A este tipo de exploração parece algo “fora do tempo” e de
impossível existência nos nossos países, estamos a falar da Europa. Mas existe
e é sério o problema que, como não podia deixar de ser, atinge os mais
vulneráveis.
Este negócio, o tráfico e exploração de pessoas de todas as idades,
um dos mais florescentes e rentáveis em termos mundiais, alimenta-se da
vulnerabilidade social, da pobreza e da exclusão o que, como sempre, recoloca a
imperiosa necessidade de repensar modelos de desenvolvimento económico que
promovam, de facto, o combate à pobreza e, caso evidente em Portugal, às enormes
assimetrias na distribuição da riqueza. Também por isso, são recorrentes as
notícias de portugueses usados como escravos em explorações agrícolas
espanholas ou redes de contratação de trabalhadores da construção civil para
países do primeiro mundo europeu, como o Holanda, Bélgica ou Reino Unido.

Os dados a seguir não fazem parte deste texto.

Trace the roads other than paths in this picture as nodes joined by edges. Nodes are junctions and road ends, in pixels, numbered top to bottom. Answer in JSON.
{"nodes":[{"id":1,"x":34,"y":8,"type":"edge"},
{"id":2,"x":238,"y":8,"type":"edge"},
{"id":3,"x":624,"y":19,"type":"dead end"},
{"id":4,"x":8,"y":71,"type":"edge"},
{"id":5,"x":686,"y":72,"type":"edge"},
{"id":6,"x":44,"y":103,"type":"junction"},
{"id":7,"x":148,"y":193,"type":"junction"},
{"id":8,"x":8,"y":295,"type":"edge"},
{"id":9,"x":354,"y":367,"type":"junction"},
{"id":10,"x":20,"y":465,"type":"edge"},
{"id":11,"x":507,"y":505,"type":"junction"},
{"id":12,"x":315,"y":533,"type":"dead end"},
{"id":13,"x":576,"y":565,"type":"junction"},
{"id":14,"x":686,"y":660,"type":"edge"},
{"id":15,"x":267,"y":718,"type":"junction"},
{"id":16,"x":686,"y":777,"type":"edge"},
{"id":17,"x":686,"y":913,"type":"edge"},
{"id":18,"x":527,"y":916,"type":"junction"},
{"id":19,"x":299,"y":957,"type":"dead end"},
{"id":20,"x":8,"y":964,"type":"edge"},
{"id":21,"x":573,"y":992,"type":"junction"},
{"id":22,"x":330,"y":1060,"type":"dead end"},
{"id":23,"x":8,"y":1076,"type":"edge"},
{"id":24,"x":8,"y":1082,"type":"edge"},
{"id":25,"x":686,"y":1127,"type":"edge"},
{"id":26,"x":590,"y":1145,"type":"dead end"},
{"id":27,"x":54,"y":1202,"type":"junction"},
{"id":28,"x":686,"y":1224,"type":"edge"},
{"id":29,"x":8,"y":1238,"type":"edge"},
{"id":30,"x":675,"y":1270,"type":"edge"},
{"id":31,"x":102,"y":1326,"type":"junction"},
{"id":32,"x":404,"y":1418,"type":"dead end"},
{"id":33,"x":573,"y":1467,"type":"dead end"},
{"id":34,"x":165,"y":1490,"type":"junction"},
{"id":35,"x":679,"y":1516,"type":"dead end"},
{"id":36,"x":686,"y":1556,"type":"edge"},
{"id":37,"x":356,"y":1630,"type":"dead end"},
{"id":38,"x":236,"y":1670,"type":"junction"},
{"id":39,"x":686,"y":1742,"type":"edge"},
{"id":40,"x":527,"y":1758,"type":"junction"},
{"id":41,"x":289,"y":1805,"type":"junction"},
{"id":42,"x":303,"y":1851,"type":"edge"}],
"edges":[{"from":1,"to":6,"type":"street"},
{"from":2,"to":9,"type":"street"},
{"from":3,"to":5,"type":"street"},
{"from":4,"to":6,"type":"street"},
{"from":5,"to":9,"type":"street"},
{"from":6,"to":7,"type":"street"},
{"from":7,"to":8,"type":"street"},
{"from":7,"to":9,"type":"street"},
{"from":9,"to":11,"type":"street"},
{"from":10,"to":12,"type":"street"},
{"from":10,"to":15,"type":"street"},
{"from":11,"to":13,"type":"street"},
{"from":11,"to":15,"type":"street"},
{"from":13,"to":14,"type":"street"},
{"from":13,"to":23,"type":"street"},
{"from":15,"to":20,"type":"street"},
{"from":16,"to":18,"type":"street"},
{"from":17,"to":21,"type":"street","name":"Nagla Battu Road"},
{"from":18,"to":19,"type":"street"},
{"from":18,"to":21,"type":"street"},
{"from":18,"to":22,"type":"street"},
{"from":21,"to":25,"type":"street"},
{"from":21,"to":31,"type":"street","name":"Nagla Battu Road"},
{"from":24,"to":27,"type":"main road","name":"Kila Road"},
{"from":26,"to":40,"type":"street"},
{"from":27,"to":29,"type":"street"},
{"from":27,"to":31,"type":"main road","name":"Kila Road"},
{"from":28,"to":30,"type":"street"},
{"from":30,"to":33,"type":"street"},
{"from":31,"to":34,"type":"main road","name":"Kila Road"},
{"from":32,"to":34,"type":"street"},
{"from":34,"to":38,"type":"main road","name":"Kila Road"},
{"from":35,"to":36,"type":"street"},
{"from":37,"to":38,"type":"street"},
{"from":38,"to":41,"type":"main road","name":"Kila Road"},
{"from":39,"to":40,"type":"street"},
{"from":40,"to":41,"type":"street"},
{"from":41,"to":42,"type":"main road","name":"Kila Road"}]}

Estes tempos, marcados por competição, diminuição de
direitos e apoios sociais, pressão sobre a produtividade. Tudo isto é submetido
a um deus mercado que não tem alma, não tem ética e é amoral e pode alimentar,
sem particulares sobressaltos, algumas formas de escravatura mais
"leves" ou, sobretudo em casos de particular fragilidade dos
envolvidos, bastante pesadas.
As pessoas, muitas pessoas, apenas possuem como bem, a sua
própria pessoa e o mercado aproveita tudo, por isso, compra e vende as pessoas
dando-lhe a utilidade que as circunstâncias, a idade, e as necessidades de
"consumo" exigirem.
O que parece ainda mais inquietante é o manto de silêncio e
negligência, quando não cumplicidade, que frequentemente cai sobre este drama
tornando transparentes as situações de exploração ou escravatura, não se vêem,
não se querem ver.
Neste universo não conseguimos ouvir o coro dos escravos,
não têm voz.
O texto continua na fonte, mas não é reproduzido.